In questo blog riprendiamo in esame l’ambiente cucina; nella scorsa pubblicazione abbiamo visto questo luogo cambiare attraverso i secoli, da semplice luogo del fuoco su un banco di muratura (XI sec. A.C.) alla cucina medievale con i suoi grandi forni a camino, dalla cucina in ghisa della fine del ‘700 alla cucina funzionalista del primo grande dopoguerra sino a quella dei giorni nostri coloratissime grazie ai più svariati elementi d'arredo o artistici come quadri moderni astratti.

La cucina nella storia, da mero luogo del cucinare, lentamente, diviene connessione e sovrapposizione di funzioni, questa si trasforma a misura d’uomo per il lavoro domestico. L’ergonomia si impadronisce delle misure del corpo e del suo movimento e le propone a servizio di nuove tipologie di prodotti domestici per quella che diverrà la “prima cellula lavorativa” organizzata per semplificare i compiti della donna di casa, diminuendo le sue fatiche.

La cucina di Francoforte (1927) rimane il primo valido esempio di organizzazione dell’ambiente cucina realizzato con i principi di flessibilità; le opportunità di spazio costringono i progettisti ad ipotizzare moduli intercambiabili, sostituibili, ampliabili; gli arredi prendono nota formale del numero del nucleo familiare; prende così forma la “cucina abitabile”. Si delineano nuove tipologie per latitudini e ambiti geografici; Giuseppe Samonà (architetto del secolo scorso) ne classificherà alcune per criteri d’uso e costume locale: dalla grande cucina all’americana, passando per quella berlinese, scandinava e francese, a quella minima sovietica del modulo compatto (nicchia/armadio) progettato nel ’28 da El Lissintskij.

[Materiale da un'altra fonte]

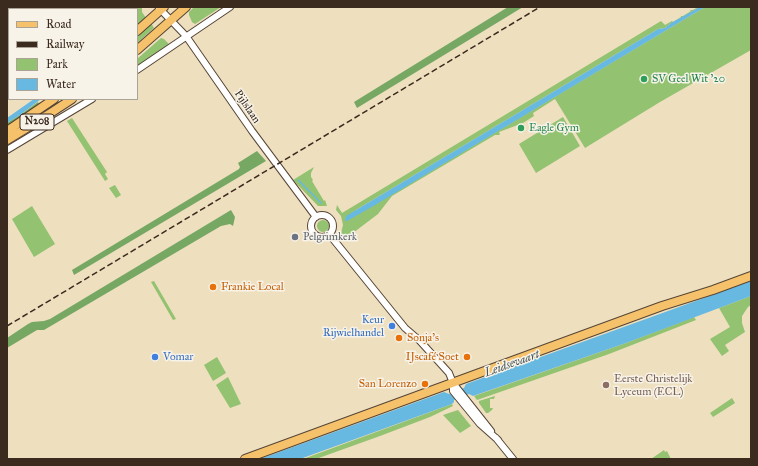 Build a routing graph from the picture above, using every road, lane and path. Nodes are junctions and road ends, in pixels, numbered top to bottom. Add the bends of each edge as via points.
1 (186, 7) edge
2 (230, 7) edge
3 (161, 8) edge
4 (172, 20) junction
5 (138, 30) edge
6 (186, 36) junction
7 (138, 49) edge
8 (138, 69) edge
9 (53, 100) edge
10 (70, 100) edge
11 (90, 100) edge
12 (7, 131) edge
13 (7, 140) edge
14 (7, 150) edge
15 (316, 217) junction
16 (329, 234) junction
17 (751, 276) edge
18 (454, 387) junction
19 (246, 459) edge
20 (513, 459) edge

1 - 4 main road
2 - 6 street
3 - 4 street, Pijlslaan
3 - 5 main road
4 - 6 street, Pijlslaan
4 - 7 main road
6 - 8 street
6 - 15 street, Pijlslaan
9 - 12 main road, N208
10 - 13 main road, N208
11 - 14 street
15 - 16 street via 321,215 329,218 333,226
15 - 16 street via 312,224 314,232 319,236
16 - 18 street via 405,328 448,373
17 - 18 main road via 662,306
18 - 19 main road
18 - 20 street via 484,420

Dopo gli anni trenta, l’ambiente cucina esce di scena dal dibattito architettonico ed entra a pieno titolo in quello del disegno industriale. La diffusione di piccoli e grandi elettrodomestici, raggiunge l’apice in scala internazionale con la standardizzazione e l’industrializzazione degli arredi. In America, ricerche sempre più sofisticate riescono a proporre oggetti a costi sempre più accessibili per una utenza sempre più vasta; aumentano le qualità prestazionali degli elettrodomestici e si realizzano produzioni in serie per “the assembled kitchen”. La cucina diviene uno spazio tecnologico, dominio di nuovi materiali e proposte tecniche innovative che solo più tardi saranno ammesse in altri luoghi della casa.

E’ il tempo della cucina consumista, che incentiva le funzioni comunicative e di status, con l’alternarsi di valori estetico-simbolici ed utilizza le medesime tecnologie (palesi e/o latenti) per sequele di soluzioni assai diverse.La cultura occidentale degli anni ‘60 e ’70 inizia ad ammettere un diverso ruolo femminile rispetto alla casa, con la conseguente trasformazione dell’ambiente cucina che diviene più aperto, più vivibile, più sociale.

Diventa luogo d’incontro, teatro di ogni momento quotidiano, scena non più ristretta alla preparazione e consumo dei cibi, ma sovrapposizione di riti privati e collettivi. Vivere il contemporaneo è contaminato da componenti comportamentali che in questo senso costituiscono insieme “centro e periferia” del mondo domestico.

Nel 1983 con “La casa telematica” progettata da Ugo La Pietra per la fiera campionaria di Milano, si ipotizza infatti la trasformazione della cucina quale luogo centrale per il controllo dello spazio domestico, una cucina programmata per la nuova massaia che attraverso circuiti chiusi controlla i figli a distanza mentre realizza acquisti attraverso internet o tiene i conti con un computer munito di videocitofono per chi suona alla porta. Sembrava solo una performance, ma solo quindici anni dopo sul mercato appare “Leonardo” dell’Ariston che realizza fattivamente questa opportunità.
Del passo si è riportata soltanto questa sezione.